Marjory era un voluminoso cumulo senziente di immondizia, concime e foglie, con un paio di eleganti lorgnette rosso ciliegia e una buccia di banana messa di sghimbescio a mo’ di copricapo. Dalla cima della testa, andava allargandosi man mano che scendeva verso il basso. Non traboccava da nulla perché non c’era nulla da cui traboccare: era libera da qualsiasi confine.
Quando si trovavano in difficoltà, i Fraggle si avventuravano coraggiosamente nel cortile dei Gorg, confidando nella saggezza di Marjory. Lei era un oracolo onnisciente che dispensava consigli dadaisti; era assennata persino mentre marciva. Aveva un ampio e cadente seno di spazzatura che si muoveva se cantava con sufficiente trasporto. E cantava eccome: melodie dolenti, caustiche e malinconiche.
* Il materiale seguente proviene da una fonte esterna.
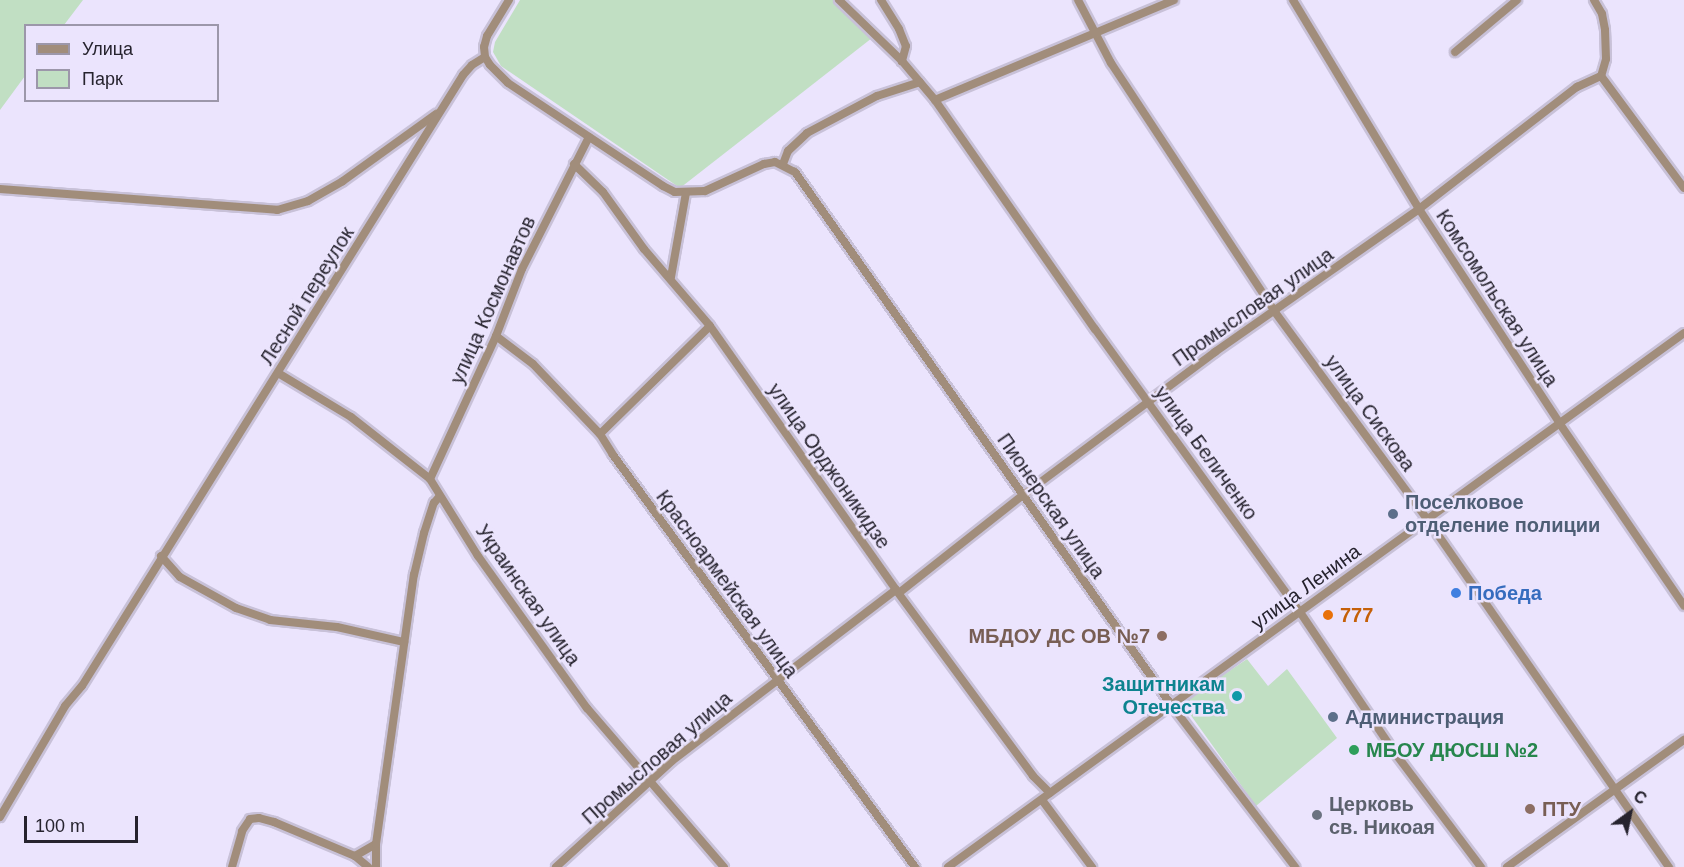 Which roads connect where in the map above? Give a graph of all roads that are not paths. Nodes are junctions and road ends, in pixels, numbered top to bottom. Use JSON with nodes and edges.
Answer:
{"nodes":[{"id":1,"x":509,"y":0,"type":"edge"},
{"id":2,"x":839,"y":0,"type":"edge"},
{"id":3,"x":881,"y":0,"type":"edge"},
{"id":4,"x":1078,"y":0,"type":"edge"},
{"id":5,"x":1174,"y":0,"type":"edge"},
{"id":6,"x":1293,"y":0,"type":"edge"},
{"id":7,"x":1516,"y":0,"type":"edge"},
{"id":8,"x":1594,"y":0,"type":"edge"},
{"id":9,"x":1094,"y":32,"type":"junction"},
{"id":10,"x":1455,"y":52,"type":"dead end"},
{"id":11,"x":485,"y":57,"type":"junction"},
{"id":12,"x":902,"y":61,"type":"junction"},
{"id":13,"x":1601,"y":76,"type":"junction"},
{"id":14,"x":921,"y":82,"type":"junction"},
{"id":15,"x":935,"y":100,"type":"junction"},
{"id":16,"x":441,"y":111,"type":"junction"},
{"id":17,"x":589,"y":137,"type":"junction"},
{"id":18,"x":574,"y":164,"type":"junction"},
{"id":19,"x":783,"y":164,"type":"junction"},
{"id":20,"x":1684,"y":188,"type":"edge"},
{"id":21,"x":0,"y":189,"type":"edge"},
{"id":22,"x":686,"y":193,"type":"junction"},
{"id":23,"x":1419,"y":209,"type":"junction"},
{"id":24,"x":671,"y":277,"type":"junction"},
{"id":25,"x":1275,"y":312,"type":"junction"},
{"id":26,"x":710,"y":326,"type":"junction"},
{"id":27,"x":1684,"y":333,"type":"edge"},
{"id":28,"x":496,"y":336,"type":"junction"},
{"id":29,"x":278,"y":374,"type":"junction"},
{"id":30,"x":1149,"y":401,"type":"junction"},
{"id":31,"x":1560,"y":424,"type":"junction"},
{"id":32,"x":600,"y":434,"type":"junction"},
{"id":33,"x":430,"y":479,"type":"junction"},
{"id":34,"x":1022,"y":496,"type":"junction"},
{"id":35,"x":439,"y":497,"type":"junction"},
{"id":36,"x":1427,"y":519,"type":"junction"},
{"id":37,"x":161,"y":556,"type":"junction"},
{"id":38,"x":897,"y":591,"type":"junction"},
{"id":39,"x":1684,"y":606,"type":"edge"},
{"id":40,"x":1300,"y":612,"type":"junction"},
{"id":41,"x":404,"y":642,"type":"junction"},
{"id":42,"x":776,"y":680,"type":"junction"},
{"id":43,"x":1172,"y":706,"type":"junction"},
{"id":44,"x":1684,"y":740,"type":"edge"},
{"id":45,"x":652,"y":781,"type":"junction"},
{"id":46,"x":1616,"y":790,"type":"junction"},
{"id":47,"x":1050,"y":793,"type":"junction"},
{"id":48,"x":1042,"y":800,"type":"junction"},
{"id":49,"x":0,"y":818,"type":"edge"},
{"id":50,"x":376,"y":844,"type":"junction"},
{"id":51,"x":355,"y":856,"type":"junction"},
{"id":52,"x":232,"y":867,"type":"edge"},
{"id":53,"x":368,"y":867,"type":"edge"},
{"id":54,"x":376,"y":867,"type":"edge"},
{"id":55,"x":556,"y":867,"type":"edge"},
{"id":56,"x":724,"y":867,"type":"edge"},
{"id":57,"x":915,"y":867,"type":"edge"},
{"id":58,"x":948,"y":867,"type":"edge"},
{"id":59,"x":1092,"y":867,"type":"edge"},
{"id":60,"x":1295,"y":867,"type":"edge"},
{"id":61,"x":1481,"y":867,"type":"edge"},
{"id":62,"x":1507,"y":867,"type":"edge"},
{"id":63,"x":1669,"y":867,"type":"edge"}],
"edges":[{"from":1,"to":11,"type":"street"},
{"from":2,"to":12,"type":"street","name":"улица Беличенко"},
{"from":3,"to":12,"type":"street"},
{"from":4,"to":9,"type":"street","name":"улица Сискова"},
{"from":5,"to":9,"type":"street"},
{"from":6,"to":23,"type":"street","name":"Комсомольская улица"},
{"from":7,"to":10,"type":"street"},
{"from":8,"to":13,"type":"street"},
{"from":9,"to":15,"type":"street"},
{"from":9,"to":25,"type":"street","name":"улица Сискова"},
{"from":11,"to":16,"type":"street","name":"Лесной переулок"},
{"from":11,"to":17,"type":"street"},
{"from":12,"to":14,"type":"street","name":"улица Беличенко"},
{"from":13,"to":20,"type":"street"},
{"from":13,"to":23,"type":"street","name":"Промысловая улица"},
{"from":14,"to":15,"type":"street","name":"улица Беличенко"},
{"from":14,"to":19,"type":"street"},
{"from":15,"to":30,"type":"street","name":"улица Беличенко"},
{"from":16,"to":21,"type":"street"},
{"from":16,"to":29,"type":"street","name":"Лесной переулок"},
{"from":17,"to":18,"type":"street","name":"улица Космонавтов"},
{"from":17,"to":22,"type":"street"},
{"from":18,"to":24,"type":"street","name":"улица Орджоникидзе"},
{"from":18,"to":28,"type":"street","name":"улица Космонавтов"},
{"from":19,"to":22,"type":"street"},
{"from":19,"to":34,"type":"street","name":"Пионерская улица"},
{"from":22,"to":24,"type":"street"},
{"from":23,"to":25,"type":"street","name":"Промысловая улица"},
{"from":23,"to":31,"type":"street","name":"Комсомольская улица"},
{"from":24,"to":26,"type":"street","name":"улица Орджоникидзе"},
{"from":25,"to":30,"type":"street","name":"Промысловая улица"},
{"from":25,"to":36,"type":"street","name":"улица Сискова"},
{"from":26,"to":32,"type":"street"},
{"from":26,"to":38,"type":"street","name":"улица Орджоникидзе"},
{"from":27,"to":31,"type":"street","name":"улица Ленина"},
{"from":28,"to":32,"type":"street","name":"Красноармейская улица"},
{"from":28,"to":33,"type":"street","name":"улица Космонавтов"},
{"from":29,"to":33,"type":"street","name":"Украинская улица"},
{"from":29,"to":37,"type":"street","name":"Лесной переулок"},
{"from":30,"to":34,"type":"street","name":"Промысловая улица"},
{"from":30,"to":40,"type":"street","name":"улица Беличенко"},
{"from":31,"to":36,"type":"street","name":"улица Ленина"},
{"from":31,"to":39,"type":"street","name":"Комсомольская улица"},
{"from":32,"to":42,"type":"street","name":"Красноармейская улица"},
{"from":33,"to":35,"type":"street","name":"Украинская улица"},
{"from":34,"to":38,"type":"street","name":"Промысловая улица"},
{"from":34,"to":43,"type":"street","name":"Пионерская улица"},
{"from":35,"to":41,"type":"street"},
{"from":35,"to":45,"type":"street","name":"Украинская улица"},
{"from":36,"to":40,"type":"street","name":"улица Ленина"},
{"from":36,"to":46,"type":"street","name":"улица Сискова"},
{"from":37,"to":41,"type":"street"},
{"from":37,"to":49,"type":"street","name":"Лесной переулок"},
{"from":38,"to":42,"type":"street","name":"Промысловая улица"},
{"from":38,"to":47,"type":"street","name":"улица Орджоникидзе"},
{"from":40,"to":43,"type":"street","name":"улица Ленина"},
{"from":40,"to":61,"type":"street","name":"улица Беличенко"},
{"from":41,"to":50,"type":"street"},
{"from":42,"to":45,"type":"street","name":"Промысловая улица"},
{"from":42,"to":57,"type":"street","name":"Красноармейская улица"},
{"from":43,"to":47,"type":"street","name":"улица Ленина"},
{"from":43,"to":60,"type":"street","name":"Пионерская улица"},
{"from":44,"to":46,"type":"street"},
{"from":45,"to":55,"type":"street","name":"Промысловая улица"},
{"from":45,"to":56,"type":"street","name":"Украинская улица"},
{"from":46,"to":62,"type":"street"},
{"from":46,"to":63,"type":"street","name":"улица Сискова"},
{"from":47,"to":48,"type":"street","name":"улица Ленина"},
{"from":48,"to":58,"type":"street","name":"улица Ленина"},
{"from":48,"to":59,"type":"street"},
{"from":50,"to":51,"type":"street"},
{"from":50,"to":54,"type":"street"},
{"from":51,"to":52,"type":"street"},
{"from":51,"to":53,"type":"street"}]} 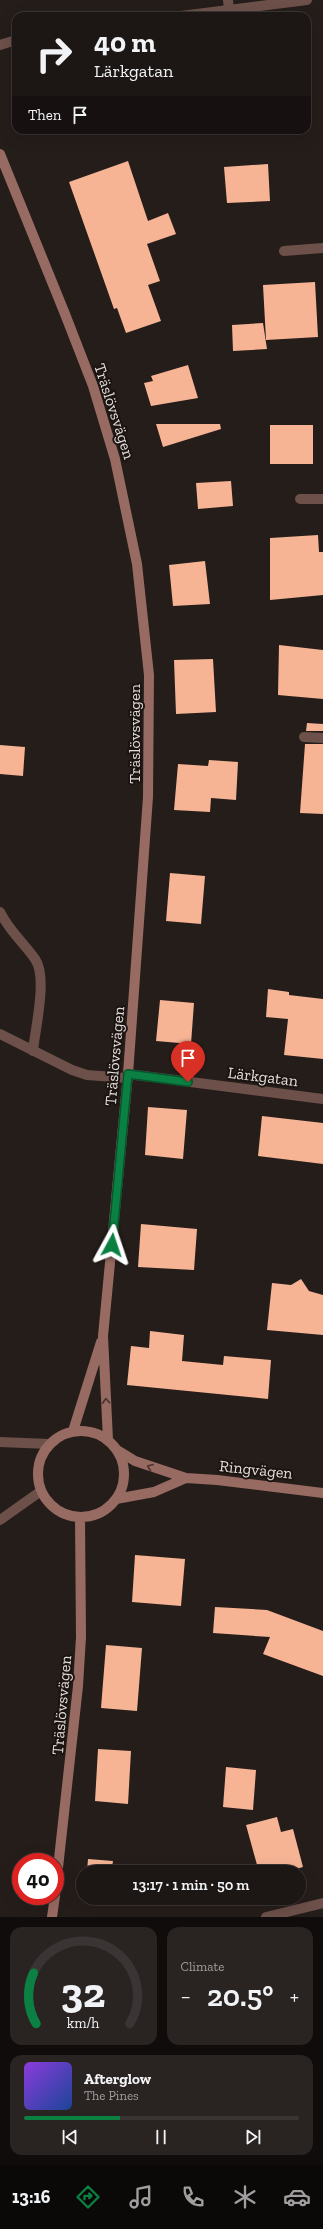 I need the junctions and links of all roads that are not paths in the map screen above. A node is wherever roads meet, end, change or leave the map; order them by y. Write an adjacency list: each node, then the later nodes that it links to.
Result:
1 (307, 0): 2 (street)
2 (229, 5): 3 (street)
3 (198, 12)
4 (12, 41): 5 (street)
5 (0, 45)
6 (0, 154): 7 (street, Träslövsvägen)
7 (2, 169): 17 (street, Träslövsvägen)
8 (323, 248): 9 (street)
9 (284, 251)
10 (300, 499): 11 (street)
11 (323, 499)
12 (304, 737): 13 (street)
13 (323, 738)
14 (0, 912): 16 (street)
15 (0, 1034): 16 (street, Lärkgatan)
16 (33, 1050): 17 (street, Lärkgatan)
17 (128, 1076): 18 (street, Lärkgatan); 19 (street, Träslövsvägen)
18 (323, 1099)
19 (103, 1336): 20 (street, Träslövsvägen); 21 (street, Träslövsvägen, one-way to 19)
20 (73, 1431): 21 (street); 23 (street)
21 (108, 1440): 24 (street)
22 (0, 1442): 23 (street)
23 (49, 1444): 26 (street)
24 (117, 1450): 25 (street, Ringvägen, one-way to 24); 28 (street)
25 (186, 1478): 27 (street, Ringvägen); 28 (street, Ringvägen)
26 (41, 1491): 29 (street); 30 (street)
27 (323, 1493)
28 (116, 1499): 29 (street)
29 (80, 1517): 31 (street, Träslövsvägen)
30 (0, 1520)
31 (60, 1853)
32 (323, 1903): 35 (street)
33 (54, 1905): 34 (street, Träslövsvägen)
34 (52, 1917)
35 (266, 1917)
Marjory era scortata da due creature dalla natura ambigua, due roditori con le fattezze tipiche dei Muppet, Philo e Gunge. «I miei ragazzi», li chiamava col suo rauco accento slavo. Quando le scene con lei volgevano al termine, i suoi due seguaci ululavano: «La Montagna di rifiuti ha parlato, nyahhh», segno che l’udienza con Marjory era conclusa. Con Gunge s’intende una sostanza appiccicosa e ripugnante, come quella che si può trovare sul fondo di una pattumiera da esterno. Philo, ovviamente, significa amore.
Un’altra cosa che guardavo a rotazione continua da piccola era La sirenetta. La videocassetta si trovava quasi sempre all’interno del videoregistratore, e io ero in grado – e lo sono ancora – di recitare intere scene a memoria. Ursula mi sembrava fantastica: la migliore e la più terrificante dei cattivi Disney. Induceva la classica principessa bellissima e ribelle a contrarre un patto faustiano e si faceva beffe della compita società del popolo del mare da cui era stata bandita. Viveva in un palazzo ricavato dallo scheletro di un antico leviatano e si nutriva di creaturine vive e tremanti prese da un piatto a forma di conchiglia. Aveva uno strabiliante ciuffo di capelli bianchi, le palpebre pesantemente truccate di blu, le labbra di un rosso acceso e un neo finto. Il suo seno si sollevava, traboccava e sussultava a ogni movimento. Spesso avanzava rapida verso lo spettatore, riempiendo lo schermo, agitando il petto e dispiegando i suoi tentacoli in modo osceno, mostrando le fossette di grasso sui gomiti, il doppio mento e i dentoni.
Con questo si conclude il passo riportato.